## What you will do
Repeat, please, only the lines from the top of the data down to the line with "cr.rel_move_to(letter + word"; include both of those lines.

## Material provided
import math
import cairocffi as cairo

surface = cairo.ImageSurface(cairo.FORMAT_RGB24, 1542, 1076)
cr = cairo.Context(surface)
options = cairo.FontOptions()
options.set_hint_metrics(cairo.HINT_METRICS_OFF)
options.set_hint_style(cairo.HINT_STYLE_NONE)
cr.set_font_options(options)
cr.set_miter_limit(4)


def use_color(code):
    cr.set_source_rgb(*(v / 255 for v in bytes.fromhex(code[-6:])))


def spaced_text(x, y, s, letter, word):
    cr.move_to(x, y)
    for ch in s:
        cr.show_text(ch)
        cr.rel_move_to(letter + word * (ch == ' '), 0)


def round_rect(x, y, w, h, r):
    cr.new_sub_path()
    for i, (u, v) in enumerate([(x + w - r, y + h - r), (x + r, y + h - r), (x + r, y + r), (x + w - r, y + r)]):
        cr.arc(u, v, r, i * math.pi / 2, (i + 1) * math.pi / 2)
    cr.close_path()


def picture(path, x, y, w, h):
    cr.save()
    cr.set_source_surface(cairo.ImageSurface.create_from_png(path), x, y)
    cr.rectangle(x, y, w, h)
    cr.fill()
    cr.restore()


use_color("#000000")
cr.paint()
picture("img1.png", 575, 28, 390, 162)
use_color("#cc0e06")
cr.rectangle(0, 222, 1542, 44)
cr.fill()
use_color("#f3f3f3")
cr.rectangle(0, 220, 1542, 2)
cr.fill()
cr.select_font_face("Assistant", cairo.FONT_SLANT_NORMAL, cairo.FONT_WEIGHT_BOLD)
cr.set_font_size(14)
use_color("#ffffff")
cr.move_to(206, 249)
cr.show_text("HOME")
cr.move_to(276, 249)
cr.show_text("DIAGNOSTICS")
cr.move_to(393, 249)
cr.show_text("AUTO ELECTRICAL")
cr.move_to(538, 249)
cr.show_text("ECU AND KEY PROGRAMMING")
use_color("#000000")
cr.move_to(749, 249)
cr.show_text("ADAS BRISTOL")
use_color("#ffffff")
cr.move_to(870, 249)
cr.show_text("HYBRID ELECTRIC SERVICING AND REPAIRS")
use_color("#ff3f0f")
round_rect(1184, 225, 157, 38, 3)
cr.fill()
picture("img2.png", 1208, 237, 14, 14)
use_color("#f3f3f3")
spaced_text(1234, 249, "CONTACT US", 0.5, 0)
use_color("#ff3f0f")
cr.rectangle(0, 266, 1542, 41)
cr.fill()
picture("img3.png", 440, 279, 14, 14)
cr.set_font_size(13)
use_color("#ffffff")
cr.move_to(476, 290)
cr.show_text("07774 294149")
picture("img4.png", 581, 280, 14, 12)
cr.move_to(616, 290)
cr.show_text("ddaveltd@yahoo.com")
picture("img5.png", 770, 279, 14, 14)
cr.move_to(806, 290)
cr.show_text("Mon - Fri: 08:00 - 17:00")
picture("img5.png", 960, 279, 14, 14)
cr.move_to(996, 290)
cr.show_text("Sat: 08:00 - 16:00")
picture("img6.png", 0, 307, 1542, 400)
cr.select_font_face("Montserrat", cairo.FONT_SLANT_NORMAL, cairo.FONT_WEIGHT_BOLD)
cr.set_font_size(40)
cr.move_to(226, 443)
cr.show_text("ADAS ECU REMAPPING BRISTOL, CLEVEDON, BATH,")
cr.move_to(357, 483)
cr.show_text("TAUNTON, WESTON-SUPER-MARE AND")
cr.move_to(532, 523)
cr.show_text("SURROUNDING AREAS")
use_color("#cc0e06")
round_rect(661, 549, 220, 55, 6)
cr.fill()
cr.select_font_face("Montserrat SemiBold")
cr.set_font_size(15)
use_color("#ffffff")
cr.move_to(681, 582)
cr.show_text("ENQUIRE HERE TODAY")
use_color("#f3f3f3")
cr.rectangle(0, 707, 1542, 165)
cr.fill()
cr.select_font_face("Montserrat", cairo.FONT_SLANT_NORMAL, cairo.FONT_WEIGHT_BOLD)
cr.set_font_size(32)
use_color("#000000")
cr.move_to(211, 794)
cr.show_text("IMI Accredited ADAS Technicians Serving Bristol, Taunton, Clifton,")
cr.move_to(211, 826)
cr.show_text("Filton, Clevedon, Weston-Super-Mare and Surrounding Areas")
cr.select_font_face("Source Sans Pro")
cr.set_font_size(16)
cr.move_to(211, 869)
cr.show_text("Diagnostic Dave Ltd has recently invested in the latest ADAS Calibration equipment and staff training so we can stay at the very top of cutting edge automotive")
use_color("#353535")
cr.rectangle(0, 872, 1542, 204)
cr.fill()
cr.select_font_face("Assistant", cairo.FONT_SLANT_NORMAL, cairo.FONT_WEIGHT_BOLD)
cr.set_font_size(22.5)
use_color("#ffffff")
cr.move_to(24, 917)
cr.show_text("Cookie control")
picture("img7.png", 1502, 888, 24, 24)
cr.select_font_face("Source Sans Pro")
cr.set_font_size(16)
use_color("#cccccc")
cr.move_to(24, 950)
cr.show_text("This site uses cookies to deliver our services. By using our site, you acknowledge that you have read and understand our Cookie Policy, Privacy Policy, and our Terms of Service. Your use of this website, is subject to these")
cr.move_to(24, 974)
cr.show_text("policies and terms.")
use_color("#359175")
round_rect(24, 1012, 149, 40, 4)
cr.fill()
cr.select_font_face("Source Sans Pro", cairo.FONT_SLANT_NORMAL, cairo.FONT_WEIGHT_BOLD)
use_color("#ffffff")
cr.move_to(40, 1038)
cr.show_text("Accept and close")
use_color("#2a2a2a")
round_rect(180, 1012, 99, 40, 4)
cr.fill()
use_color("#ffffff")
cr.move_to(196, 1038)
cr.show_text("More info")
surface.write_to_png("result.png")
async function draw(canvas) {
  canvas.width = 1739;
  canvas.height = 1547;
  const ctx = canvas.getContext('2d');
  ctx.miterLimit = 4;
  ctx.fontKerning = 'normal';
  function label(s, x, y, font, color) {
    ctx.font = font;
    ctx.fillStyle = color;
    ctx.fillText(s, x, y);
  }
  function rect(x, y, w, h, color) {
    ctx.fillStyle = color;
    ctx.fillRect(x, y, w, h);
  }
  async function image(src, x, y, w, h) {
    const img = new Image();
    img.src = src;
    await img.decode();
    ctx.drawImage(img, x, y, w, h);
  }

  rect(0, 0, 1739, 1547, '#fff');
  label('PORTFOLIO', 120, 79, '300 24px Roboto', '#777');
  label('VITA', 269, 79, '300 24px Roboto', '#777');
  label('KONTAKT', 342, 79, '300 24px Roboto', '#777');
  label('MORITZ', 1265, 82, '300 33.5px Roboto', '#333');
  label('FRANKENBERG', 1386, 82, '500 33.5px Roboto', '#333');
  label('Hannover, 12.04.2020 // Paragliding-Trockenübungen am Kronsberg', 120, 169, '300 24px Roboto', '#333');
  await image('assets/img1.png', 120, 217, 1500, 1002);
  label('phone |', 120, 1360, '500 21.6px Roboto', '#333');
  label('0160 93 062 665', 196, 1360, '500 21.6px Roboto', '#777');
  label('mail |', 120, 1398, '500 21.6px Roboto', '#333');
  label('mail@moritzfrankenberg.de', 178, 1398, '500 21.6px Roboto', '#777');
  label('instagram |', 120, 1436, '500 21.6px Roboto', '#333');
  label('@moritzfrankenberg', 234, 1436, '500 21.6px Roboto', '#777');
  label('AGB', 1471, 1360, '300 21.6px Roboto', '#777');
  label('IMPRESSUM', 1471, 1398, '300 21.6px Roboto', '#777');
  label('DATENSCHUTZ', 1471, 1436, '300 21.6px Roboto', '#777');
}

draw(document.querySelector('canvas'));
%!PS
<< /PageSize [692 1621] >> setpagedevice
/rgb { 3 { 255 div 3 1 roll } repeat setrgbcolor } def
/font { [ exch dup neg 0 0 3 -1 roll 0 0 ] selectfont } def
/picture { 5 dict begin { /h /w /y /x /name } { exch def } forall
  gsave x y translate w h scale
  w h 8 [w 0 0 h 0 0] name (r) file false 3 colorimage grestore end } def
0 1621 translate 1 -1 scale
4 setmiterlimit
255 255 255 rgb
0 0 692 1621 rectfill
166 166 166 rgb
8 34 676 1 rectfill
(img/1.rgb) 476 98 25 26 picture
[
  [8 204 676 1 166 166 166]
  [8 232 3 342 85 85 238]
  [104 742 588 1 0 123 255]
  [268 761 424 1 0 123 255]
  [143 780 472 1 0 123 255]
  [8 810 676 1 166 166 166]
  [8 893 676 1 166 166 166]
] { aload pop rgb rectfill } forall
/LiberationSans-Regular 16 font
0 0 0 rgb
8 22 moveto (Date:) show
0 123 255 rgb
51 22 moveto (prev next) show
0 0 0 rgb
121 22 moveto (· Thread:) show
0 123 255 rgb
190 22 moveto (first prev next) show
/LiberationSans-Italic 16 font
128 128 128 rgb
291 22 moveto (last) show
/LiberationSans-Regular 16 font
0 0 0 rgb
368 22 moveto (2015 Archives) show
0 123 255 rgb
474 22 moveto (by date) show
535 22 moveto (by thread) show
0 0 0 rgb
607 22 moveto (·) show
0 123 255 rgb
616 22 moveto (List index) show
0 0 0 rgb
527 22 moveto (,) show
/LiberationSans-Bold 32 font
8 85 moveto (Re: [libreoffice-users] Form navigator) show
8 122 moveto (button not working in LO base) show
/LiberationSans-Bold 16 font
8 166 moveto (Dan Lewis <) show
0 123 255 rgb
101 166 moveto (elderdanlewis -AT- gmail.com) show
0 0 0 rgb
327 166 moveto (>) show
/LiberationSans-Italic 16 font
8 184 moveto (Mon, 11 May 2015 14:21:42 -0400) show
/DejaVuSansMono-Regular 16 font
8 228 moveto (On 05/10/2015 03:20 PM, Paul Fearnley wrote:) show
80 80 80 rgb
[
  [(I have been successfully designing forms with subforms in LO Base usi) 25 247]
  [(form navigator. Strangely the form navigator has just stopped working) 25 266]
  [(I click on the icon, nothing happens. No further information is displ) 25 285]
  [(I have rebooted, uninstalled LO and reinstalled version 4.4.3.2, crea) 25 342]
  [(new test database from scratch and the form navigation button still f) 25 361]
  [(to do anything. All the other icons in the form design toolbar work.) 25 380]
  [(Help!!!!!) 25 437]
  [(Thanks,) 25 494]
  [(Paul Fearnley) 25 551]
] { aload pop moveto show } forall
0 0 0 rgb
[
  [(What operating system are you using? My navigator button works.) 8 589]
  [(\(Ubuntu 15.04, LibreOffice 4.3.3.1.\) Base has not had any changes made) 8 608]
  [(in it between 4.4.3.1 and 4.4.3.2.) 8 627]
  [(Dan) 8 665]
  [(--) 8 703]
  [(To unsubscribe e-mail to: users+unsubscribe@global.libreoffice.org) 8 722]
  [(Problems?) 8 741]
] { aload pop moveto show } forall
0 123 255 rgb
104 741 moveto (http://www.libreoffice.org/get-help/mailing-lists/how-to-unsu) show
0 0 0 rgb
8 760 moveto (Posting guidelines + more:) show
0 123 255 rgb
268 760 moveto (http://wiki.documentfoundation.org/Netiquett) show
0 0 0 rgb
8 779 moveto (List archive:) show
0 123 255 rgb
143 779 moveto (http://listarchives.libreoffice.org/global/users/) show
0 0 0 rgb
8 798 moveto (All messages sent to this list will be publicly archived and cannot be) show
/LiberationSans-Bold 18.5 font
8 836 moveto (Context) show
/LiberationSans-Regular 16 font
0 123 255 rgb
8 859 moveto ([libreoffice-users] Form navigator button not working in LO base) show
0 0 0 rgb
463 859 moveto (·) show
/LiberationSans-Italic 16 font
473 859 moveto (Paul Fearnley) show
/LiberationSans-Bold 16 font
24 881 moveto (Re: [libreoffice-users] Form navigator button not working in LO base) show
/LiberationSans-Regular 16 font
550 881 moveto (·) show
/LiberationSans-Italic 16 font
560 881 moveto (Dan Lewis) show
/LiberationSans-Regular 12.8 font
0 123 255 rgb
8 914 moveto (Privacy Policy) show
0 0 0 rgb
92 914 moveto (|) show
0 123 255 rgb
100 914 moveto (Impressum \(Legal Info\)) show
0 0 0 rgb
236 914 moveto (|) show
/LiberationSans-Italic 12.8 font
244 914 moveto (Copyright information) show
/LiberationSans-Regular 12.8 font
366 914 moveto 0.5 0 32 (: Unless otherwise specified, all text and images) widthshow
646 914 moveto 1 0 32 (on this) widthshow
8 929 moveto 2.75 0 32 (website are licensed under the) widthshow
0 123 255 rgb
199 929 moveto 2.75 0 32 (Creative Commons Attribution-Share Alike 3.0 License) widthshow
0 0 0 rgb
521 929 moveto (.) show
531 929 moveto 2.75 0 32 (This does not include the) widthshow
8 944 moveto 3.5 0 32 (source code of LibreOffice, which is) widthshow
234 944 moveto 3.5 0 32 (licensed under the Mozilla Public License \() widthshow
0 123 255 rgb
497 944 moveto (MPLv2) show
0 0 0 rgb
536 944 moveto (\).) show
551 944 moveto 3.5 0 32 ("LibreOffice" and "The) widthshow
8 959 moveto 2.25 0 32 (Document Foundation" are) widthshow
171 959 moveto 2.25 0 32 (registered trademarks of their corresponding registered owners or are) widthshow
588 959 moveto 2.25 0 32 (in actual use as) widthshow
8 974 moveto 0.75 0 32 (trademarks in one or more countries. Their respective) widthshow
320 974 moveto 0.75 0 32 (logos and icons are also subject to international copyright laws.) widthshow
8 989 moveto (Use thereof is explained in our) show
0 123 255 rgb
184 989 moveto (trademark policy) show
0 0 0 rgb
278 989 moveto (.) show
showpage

## Reply
import math
import cairocffi as cairo

surface = cairo.ImageSurface(cairo.FORMAT_RGB24, 1542, 1076)
cr = cairo.Context(surface)
options = cairo.FontOptions()
options.set_hint_metrics(cairo.HINT_METRICS_OFF)
options.set_hint_style(cairo.HINT_STYLE_NONE)
cr.set_font_options(options)
cr.set_miter_limit(4)


def use_color(code):
    cr.set_source_rgb(*(v / 255 for v in bytes.fromhex(code[-6:])))


def spaced_text(x, y, s, letter, word):
    cr.move_to(x, y)
    for ch in s:
        cr.show_text(ch)
        cr.rel_move_to(letter + word * (ch == ' '), 0)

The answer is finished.